I don’t think there’s any real contradiction here, given that 19th century America was not a monetary sovereign; an obligation to acquire gold at all costs is in fact a real public debt in a way that the current “national debt” is fundamentally fictitious. George’s focus on the inequities of coddling the rich is fundamentally just, but ultimately far more fundamental than the questions of currency administration: ending wealth inequities should be done because ending inequities are good in themselves, not just because it’s useful to fund spending.
Furthermore, it’s important to note that the MMT authors are more focused on real resources and the real economy than most in the game of analyzing the economy. Kelton, throughout “The Deficit Myth,” is consistent in noting that the way we treat money is a useful tool to effect change in real resources and constraints.
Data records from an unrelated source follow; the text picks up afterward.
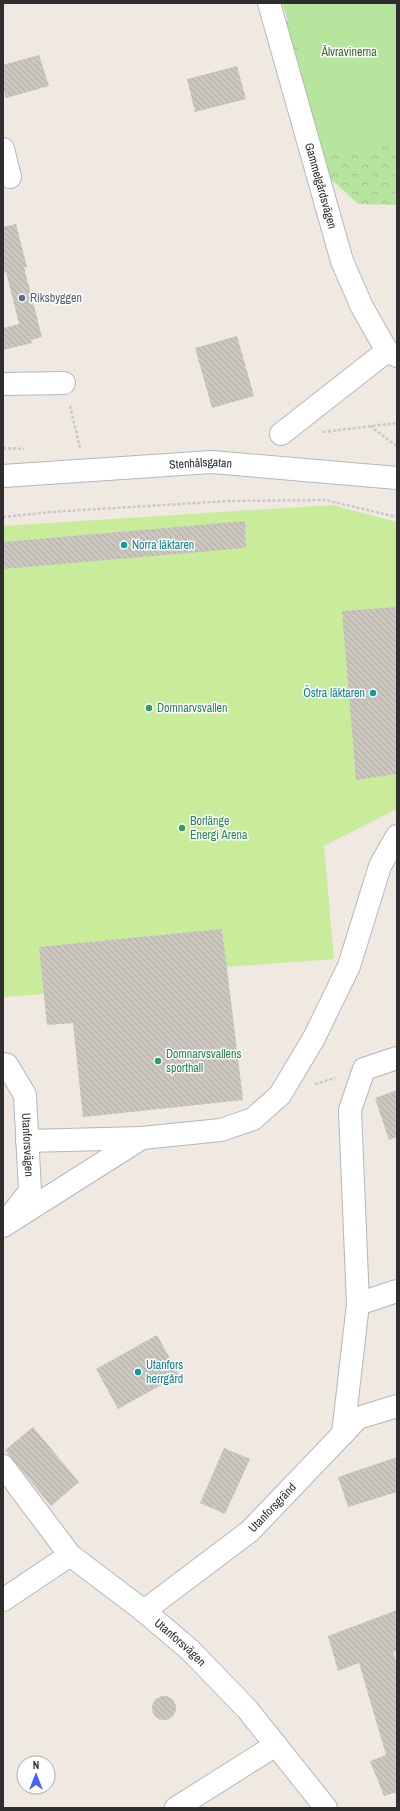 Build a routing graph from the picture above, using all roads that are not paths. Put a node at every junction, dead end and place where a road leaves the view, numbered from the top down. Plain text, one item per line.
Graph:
1 (269, 3) edge
2 (3, 149) edge
3 (10, 177) dead end
4 (392, 353) edge
5 (64, 383) road end
6 (3, 384) edge
7 (281, 434) dead end
8 (3, 476) edge
9 (397, 478) edge
10 (397, 836) edge
11 (397, 1058) edge
12 (3, 1064) edge
13 (142, 1138) junction
14 (27, 1140) junction
15 (3, 1225) edge
16 (397, 1291) edge
17 (358, 1304) junction
18 (397, 1406) edge
19 (343, 1434) junction
20 (3, 1466) edge
21 (70, 1555) junction
22 (3, 1600) edge
23 (144, 1611) junction
24 (276, 1745) junction
25 (176, 1808) edge
26 (326, 1808) edge

1 - 4 street, Gammelgårdsvägen
2 - 3 street
4 - 7 street
5 - 6 street
8 - 9 street, Stenhålsgatan
10 - 13 street
11 - 17 street
12 - 14 street, Utanforsvägen
13 - 14 street
13 - 15 street
14 - 15 street, Utanforsvägen
16 - 17 street
17 - 19 street
18 - 19 street, Utanforsgränd
19 - 23 street, Utanforsgränd
20 - 21 street, Utanforsvägen
21 - 22 street
21 - 23 street, Utanforsvägen
23 - 24 street, Utanforsvägen
24 - 25 street
24 - 26 street, Utanforsvägen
Instead of focusing on the debits and credits of U.S. Reserve Notes, we need to spend more time identifying how monetary policy can either create a bounteous and effective world, or not. She lays out in one section a few “deficits that matter” (The Employment Deficit, the Healthcare Deficit, the Education Deficit, the Infrastructure Deficit), which she argues are far more worthwhile to focus on as opposed to a federal currency deficit with purely theoretical harm.
To see the merit in the MMT framework is not at all to eject the relevance of good taxes, but rather to focus on how these good taxes will create positive effects in the real economy, something a Land Value Tax has in its favor. It’s worth remembering the work of the early fiat currency theorist Silvio Gesell (who Keynes himself called an “unduly neglected prophet” of whose great insight Keynes drew upon). In Gesell’s central text, “The Natural Economic Order,” he reserves a third of the book to explain the necessity of land reform, in the model of Henry George, in order to stave off inflationary behavior as his particularly volatile brand of fiat currency was administered.
It’s worth noting that MMT is already unlocking doors; the COVID relief spending is already moving new spending in greater quantities than the subprime-era bills, for the reason, in part, that the Deficit Hawks have less sway now than a decade ago. Paradigms that have political and explanatory power may quickly rise in importance, and it’s for this reason that reading Stephanie Kelton’s “The Deficit Myth” is a worthwhile use of energy.